A recently published 5-year result from a multicentre retrospective study conducted in Latin America and Spain seemed to disagree about the sustainability of visual gains after 5 years.20 The study included eyes treated with at least one injection of 1.25/2.5 mg of intravitreal BVZ with an ‘as needed’ regimen. Results showed that mean BCVA ultimately returned to baseline after 60 months, despite significant improvements at 36 months. Subgroup analysis showed that after 60 months about 75% of BVZ-treated patients had at least stable BCVA, even though only 29% achieved visual gains. Notably, significant anatomical improvements were observed 6 months after treatment and remained relatively constant throughout the 60 months.

Other studies

A review of intravitreal BVZ in DMO looked at several smaller studies with different study parameters, and similarly concluded its general efficacy.19 Two noteworthy points not seen in RCT, due to their strict exclusion criteria, are that BVZ seemed to achieve visual and anatomical improvements even in cases that were unresponsive to other DMO treatments,25,26 but not in cases with macular ischaemia.27 However, these respective studies are inconclusive due to short follow-up periods.

Aflibercept

Aflibercept (Eylea™, Regeneron, Tarrytown, New York, USA, formerly VEGF trap-eye) is a high affinity, recombinant fusion protein, with VEGF-binding domains of human VEGF receptors 1 and 2 fused to fragment crystallisable domain of human immunoglobulin-G1, which binds all circulating VEGF isoforms and placental growth factor. It is currently approved in the USA, EU, Japan, and Australia for several different vascular ocular diseases, including DMO.28 The recommended dose is 2 mg every 8 weeks after 5 initial monthly loading injections.28 Three landmark trials were conducted with convincing results supporting intravitreal aflibercept in DMO.

DA VINCI

A multicentre, active-controlled RCT, compared four different aflibercept regimens to laser, and each regimen achieved statistically significant improvements. The 24-week results showed aflibercept subgroups achieving mean BCVA gains between +8.5 and +11.4 letters (versus +2.5 letters in laser, p≤0.0085 for each subgroup), and mean CRT reduction between -127.3 µm and -194.5 µm (versus -67.9 µm with laser, p=0.0066 for each subgroup).29,30 The superiority of aflibercept over laser remained statistically significant even after 1 year (Table 2).31

VISTA/VIVID

Two similarly designed Phase III, active-controlled RCT, comparing two aflibercept regimens (2 mg every 4 weeks and 2 mg every 8 weeks after 5 initial monthly doses) to laser were carried out. The 52, 100, and 148-week results are summarised in Table 3. Results after 1 year were very similar to those reported in the DA VINCI trial for three outcome measures. Additionally, the reported 100 and 148-week results provided strong significant evidence of the sustainability of visual benefits with aflibercept over laser even in the longer term. Additionally, the study design allowed all patients who met retreatment criteria to be given rescue treatment after Week 24. Aflibercept-treated eyes consistently required significantly less rescue treatment compared to laser-treated eyes from 24 to 148 weeks. Overall, no significant differences in efficacy were found between the two aflibercept regimens.32-34

Pegaptanib

Pegaptanib sodium (Macugen™, Eyetech™, New York City, New York, USA) is a ribonucleic acid aptamer that specifically blocks the ocular angiogenic activity of the VEGF165 isoform. Although it is approved only for the treatment of wet AMD in USA and Europe,35 results from Phase II and III trials are highly supportive of its application in treating DMO. Both trials recommend a dosage regimen of 0.3 mg every 6 weeks followed by an ‘as needed’ regimen.
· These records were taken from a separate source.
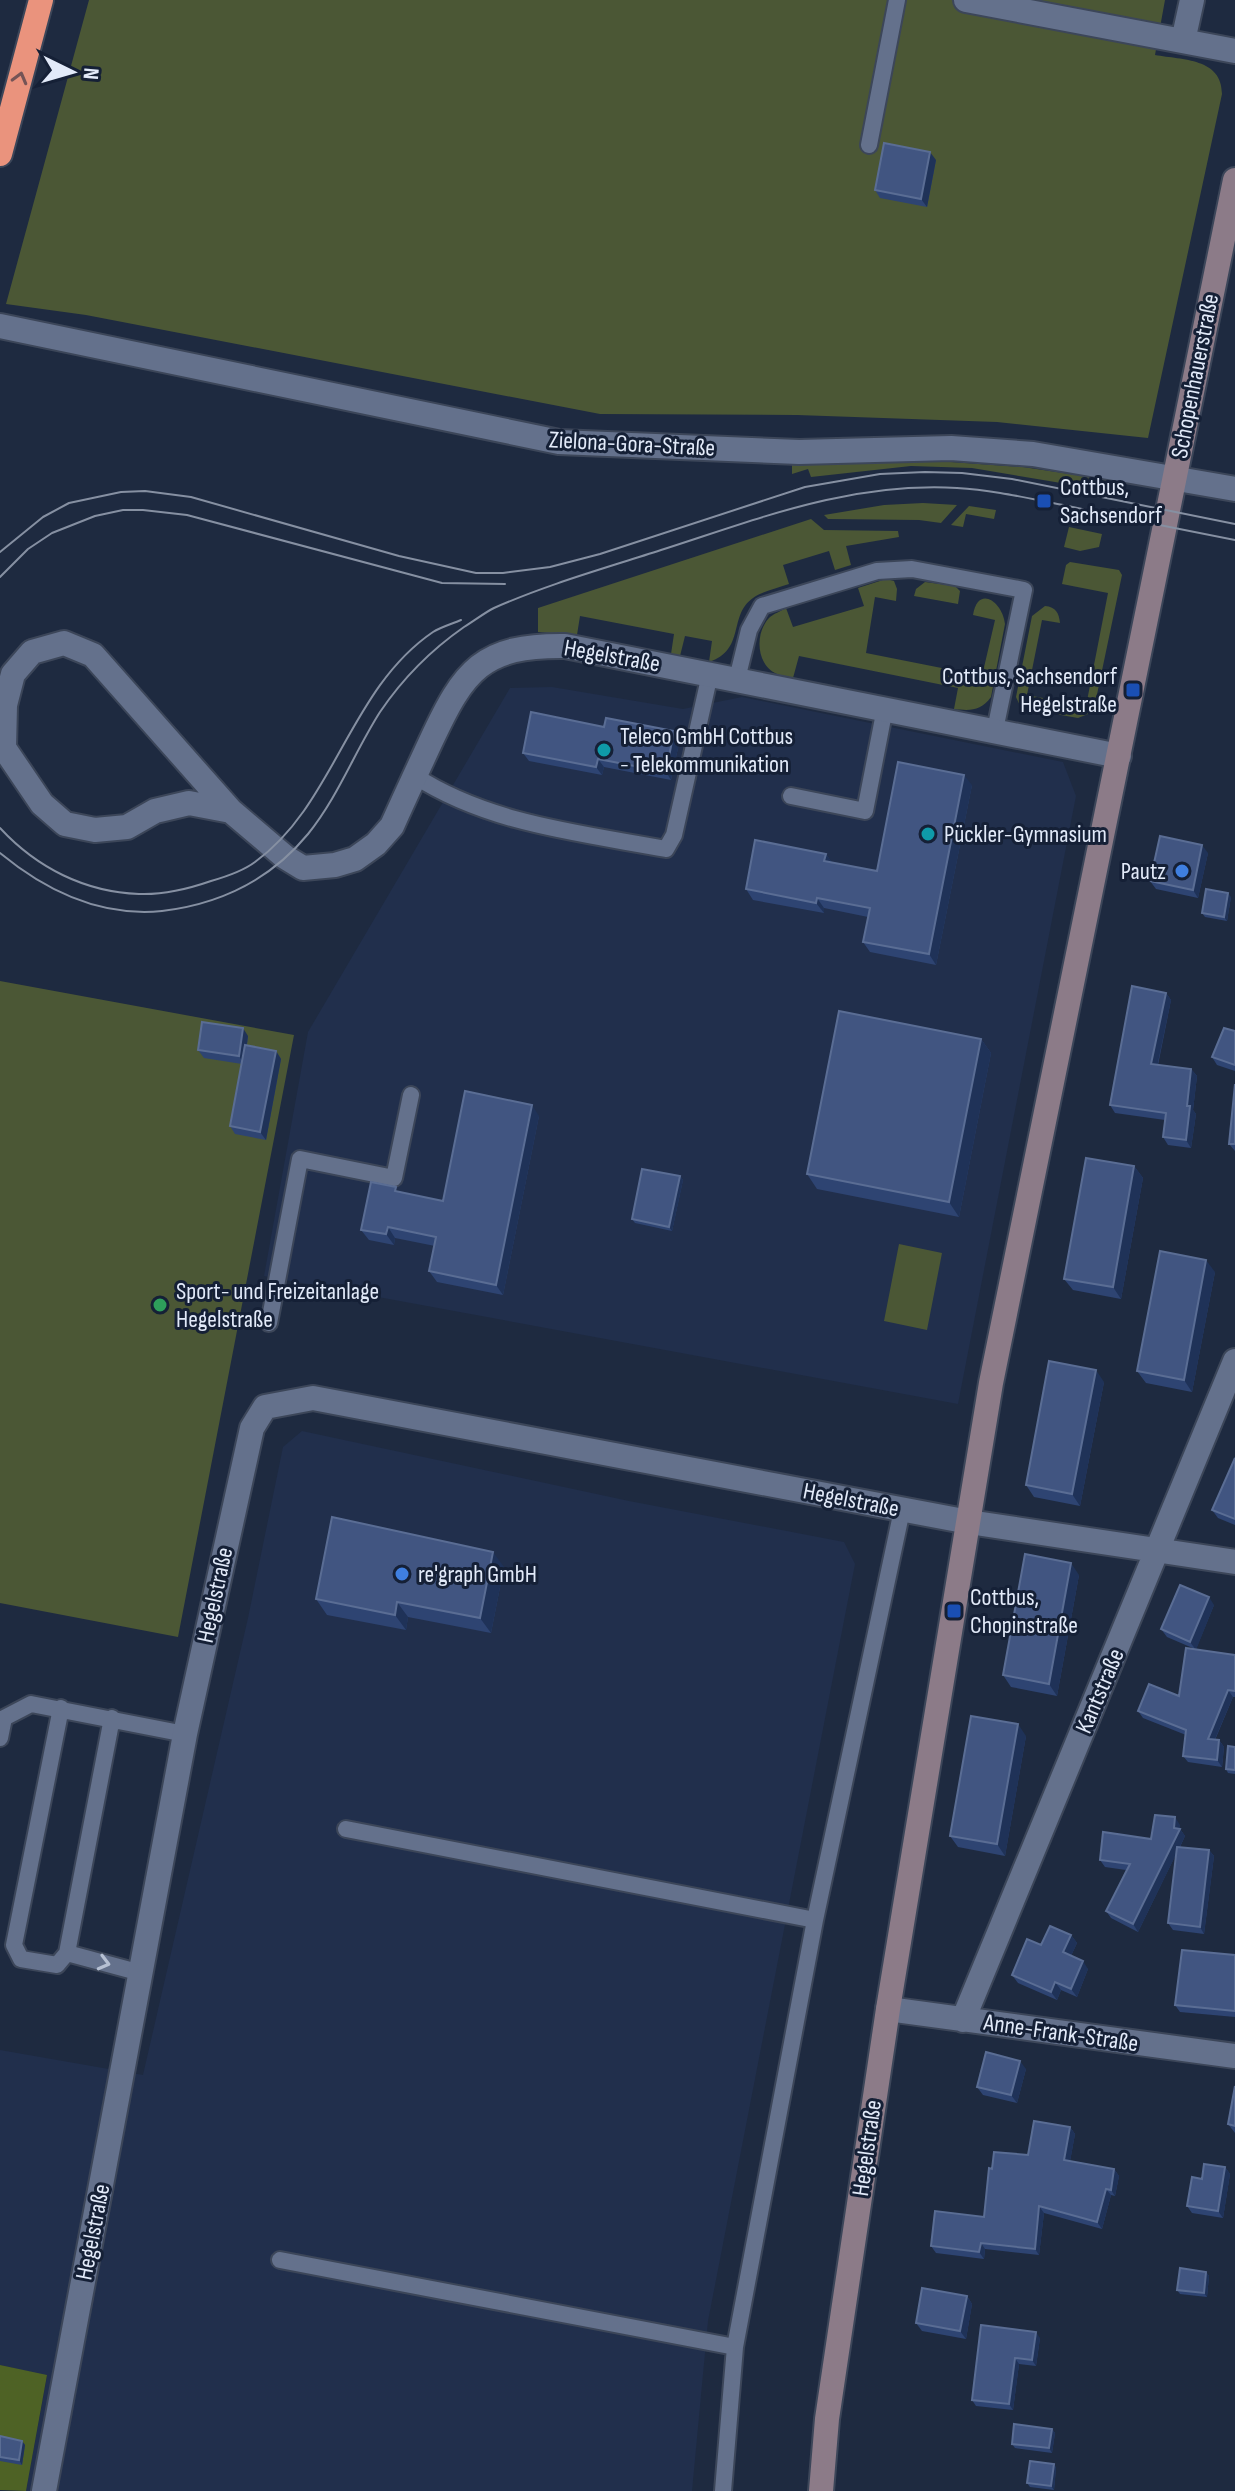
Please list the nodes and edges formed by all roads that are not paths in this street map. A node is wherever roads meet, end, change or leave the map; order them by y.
1 (41, 0) edge
2 (897, 0) edge
3 (966, 0) edge
4 (1192, 0) edge
5 (1183, 41) junction
6 (1235, 51) edge
7 (869, 145) dead end
8 (0, 154) edge
9 (1235, 180) edge
10 (0, 326) edge
11 (1175, 478) junction
12 (1235, 489) edge
13 (710, 674) junction
14 (737, 679) junction
15 (885, 708) junction
16 (995, 730) junction
17 (1119, 756) junction
18 (415, 776) junction
19 (791, 796) dead end
20 (231, 811) junction
21 (411, 1095) dead end
22 (269, 1323) dead end
23 (1235, 1361) edge
24 (902, 1510) junction
25 (969, 1522) junction
26 (1157, 1552) junction
27 (1235, 1562) edge
28 (61, 1708) junction
29 (112, 1718) junction
30 (185, 1734) junction
31 (0, 1738) edge
32 (346, 1829) dead end
33 (815, 1920) junction
34 (67, 1953) junction
35 (141, 1973) junction
36 (888, 2009) junction
37 (963, 2020) junction
38 (1235, 2056) edge
39 (280, 2260) dead end
40 (735, 2347) junction
41 (44, 2491) edge
42 (723, 2491) edge
43 (821, 2491) edge

8 -> 1 highway
2 - 7 lane
3 - 5 street
4 - 5 street
5 - 6 street
9 - 11 street, Schopenhauerstraße
10 - 11 street, Zielona-Gora-Straße
11 - 12 street, Zielona-Gora-Straße
11 - 17 street, Hegelstraße
13 - 14 street, Hegelstraße
13 - 18 street, Hegelstraße
13 - 18 lane
14 - 15 street, Hegelstraße
14 - 16 lane
15 - 16 street, Hegelstraße
15 - 19 lane
16 - 17 street, Hegelstraße
17 - 25 street, Hegelstraße
18 - 20 street, Hegelstraße
20 - 20 street, Hegelstraße
21 - 22 lane
23 - 26 street, Kantstraße
24 - 25 street, Hegelstraße
24 - 30 street, Hegelstraße
24 - 33 lane
25 - 26 street, Hegelstraße
25 - 36 street, Hegelstraße
26 - 27 street, Hegelstraße
26 - 37 street, Kantstraße
28 - 29 lane
28 - 31 lane
28 - 34 lane
29 - 30 lane
29 - 34 lane
30 - 35 street, Hegelstraße
32 - 33 lane
33 - 40 lane
34 -> 35 lane
35 - 41 street, Hegelstraße
36 - 37 street, Anne-Frank-Straße
36 - 43 street, Hegelstraße
37 - 38 street, Anne-Frank-Straße
39 - 40 lane
40 - 42 lane

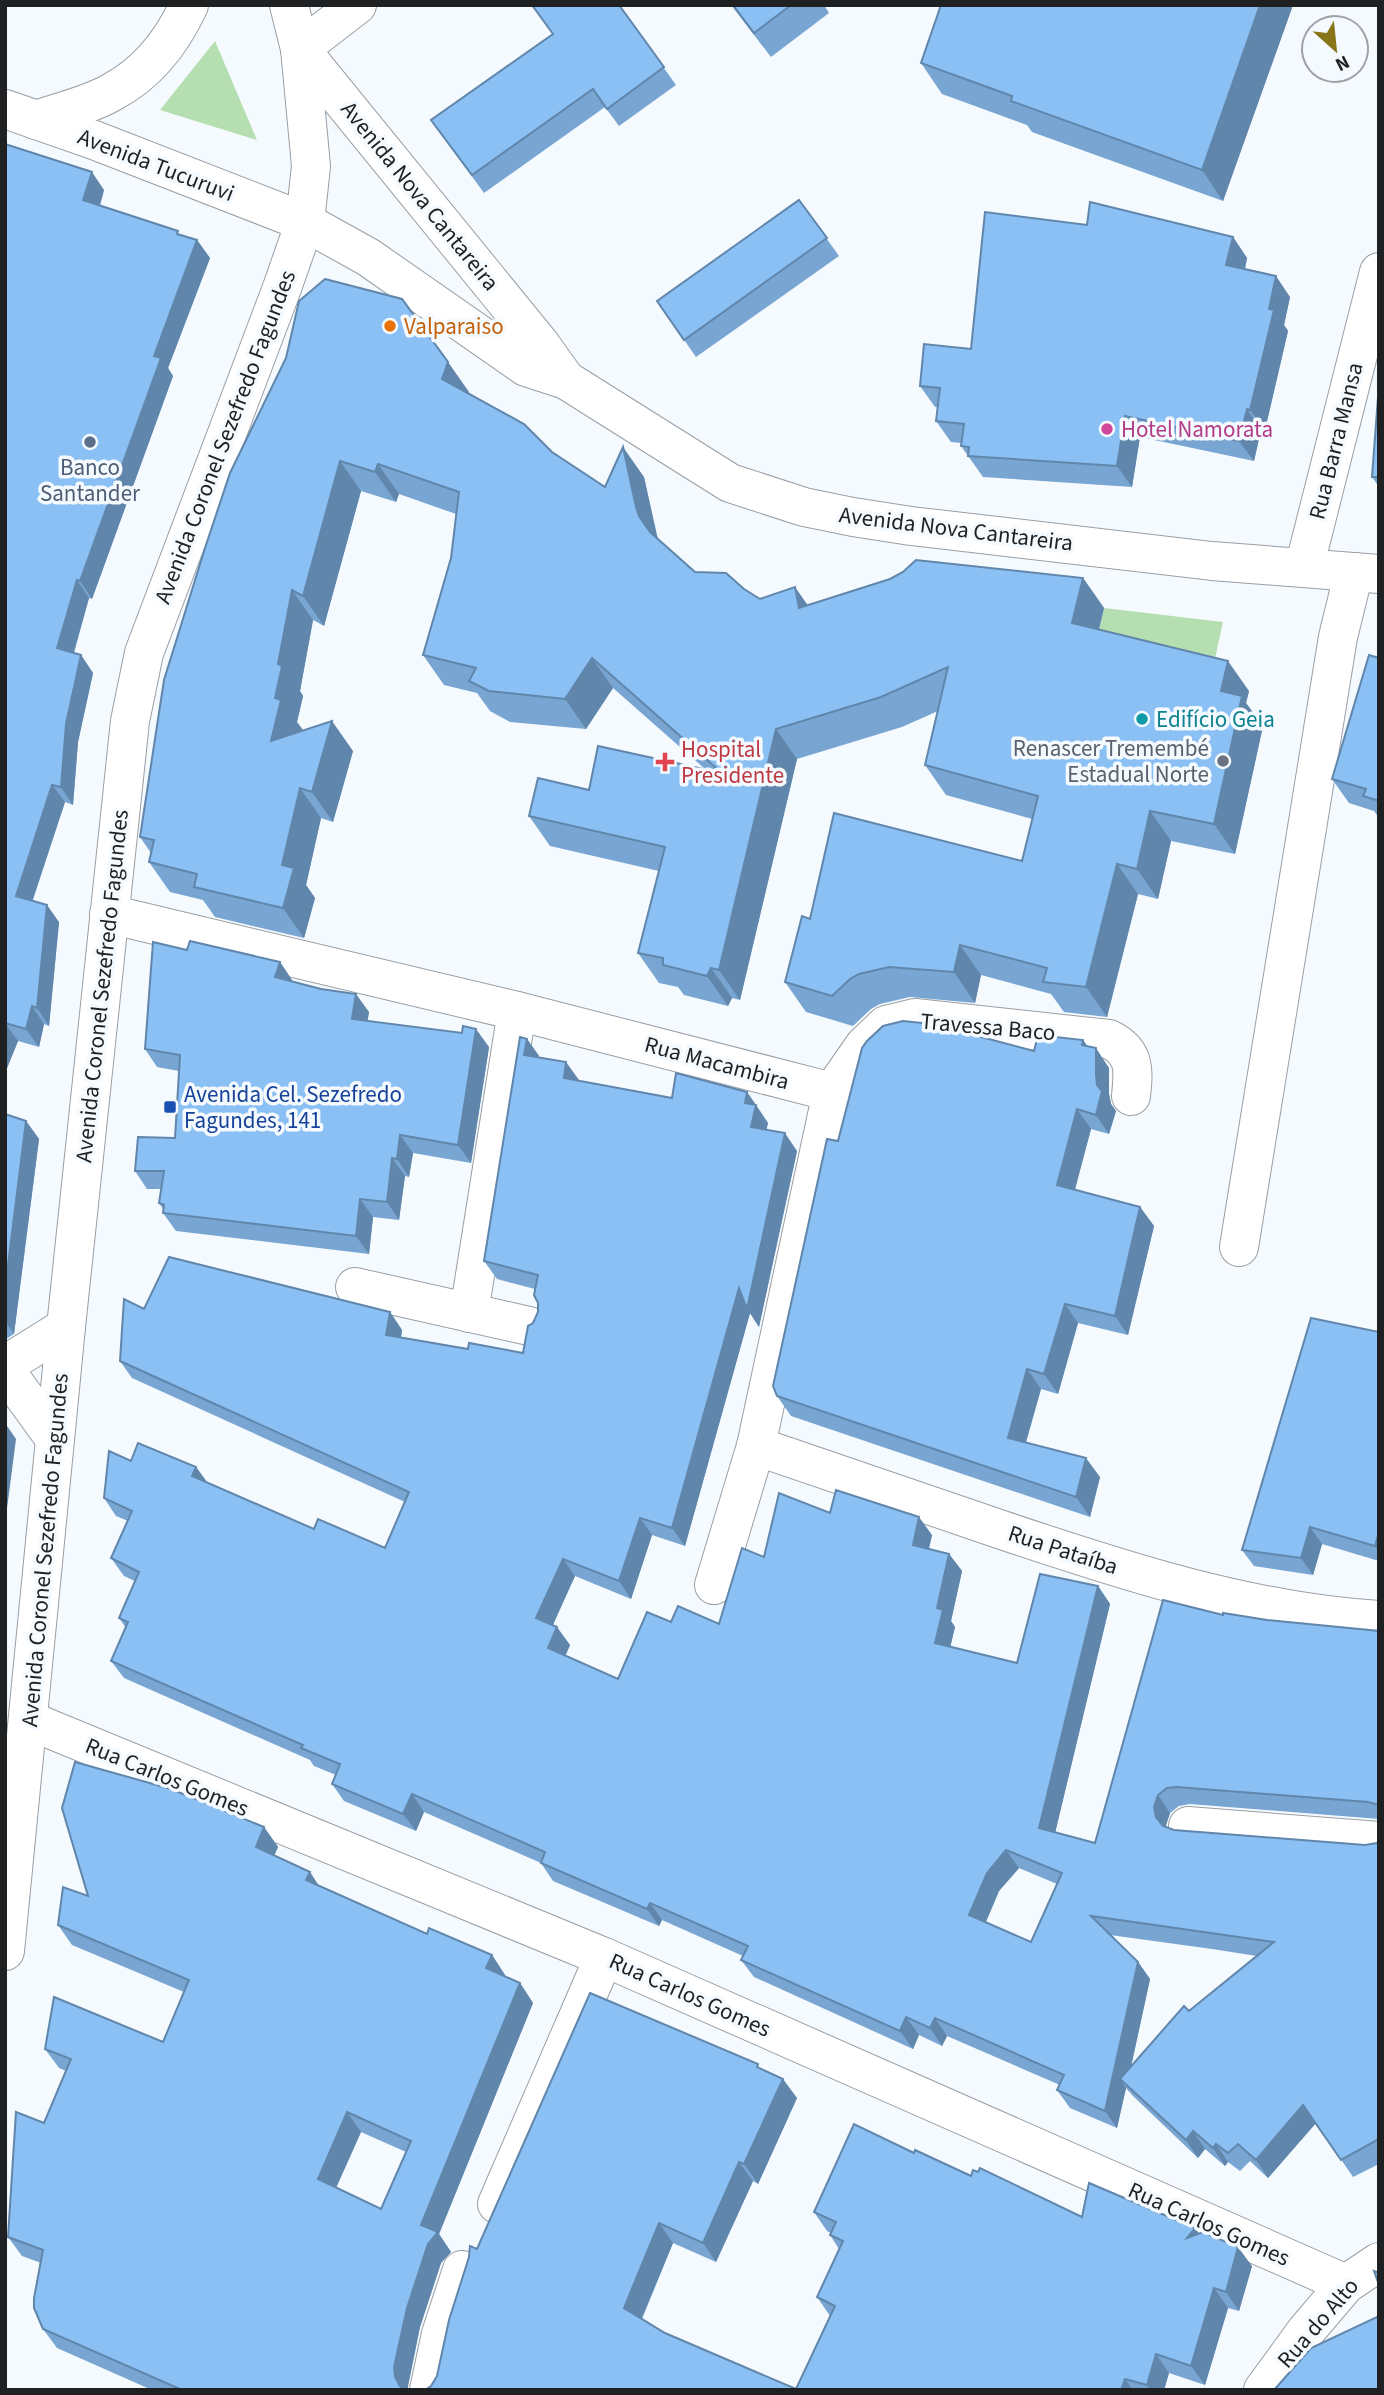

A Phase II RCT reported both functional and anatomical improvements with 0.3 mg compared to sham. Median BCVA at Week 36 was significantly better, with 0.3 mg (20/50) compared to sham (20/63) (p=0.04), and significantly more patients gained VA of ≥10 letters with 0.3 mg (34%) compared to sham (10%) (p=0.003). Treatment reduced mean central retinal thickness (CRT) by -68 µm, while sham resulted in +4 µm thickening (p=0.02).36

Findings drawn from 2-year data collated from another Phase II/III trial confirmed the short term clinical benefits and suggested continued long-term visual improvements. After Week 54, 36.8% of patients treated with pegaptanib gained BCVA of ≥10 letters compared to 19.7% with sham (p=0.0047). At Week 102, the same BCVA improvement was higher in the treatment group (38.3%) compared to sham (30.0%), albeit not statistically significant (p=0.1729). Additionally, the trial showed statistically superior improvements in mean VA from baseline after treatment compared with sham (p<0.05) at both Weeks 54 and 102. However, CRT improvements between both groups at Weeks 54 and 102 were ‘numerically different but not statistically significant’ suggesting that benefits of pegaptanib might be more functional rather than anatomical.37

A separate meta-analysis combined data from both of these trials and demonstrated a statistically significant greater percentage of treated patients gained VA of ≥15 letters over sham.38 Also, two smaller studies (one prospective and one retrospective) both reported significant improvements in mean BCVA and mean CRT with pegaptanib too,39,40 indicating effectiveness across a wider population.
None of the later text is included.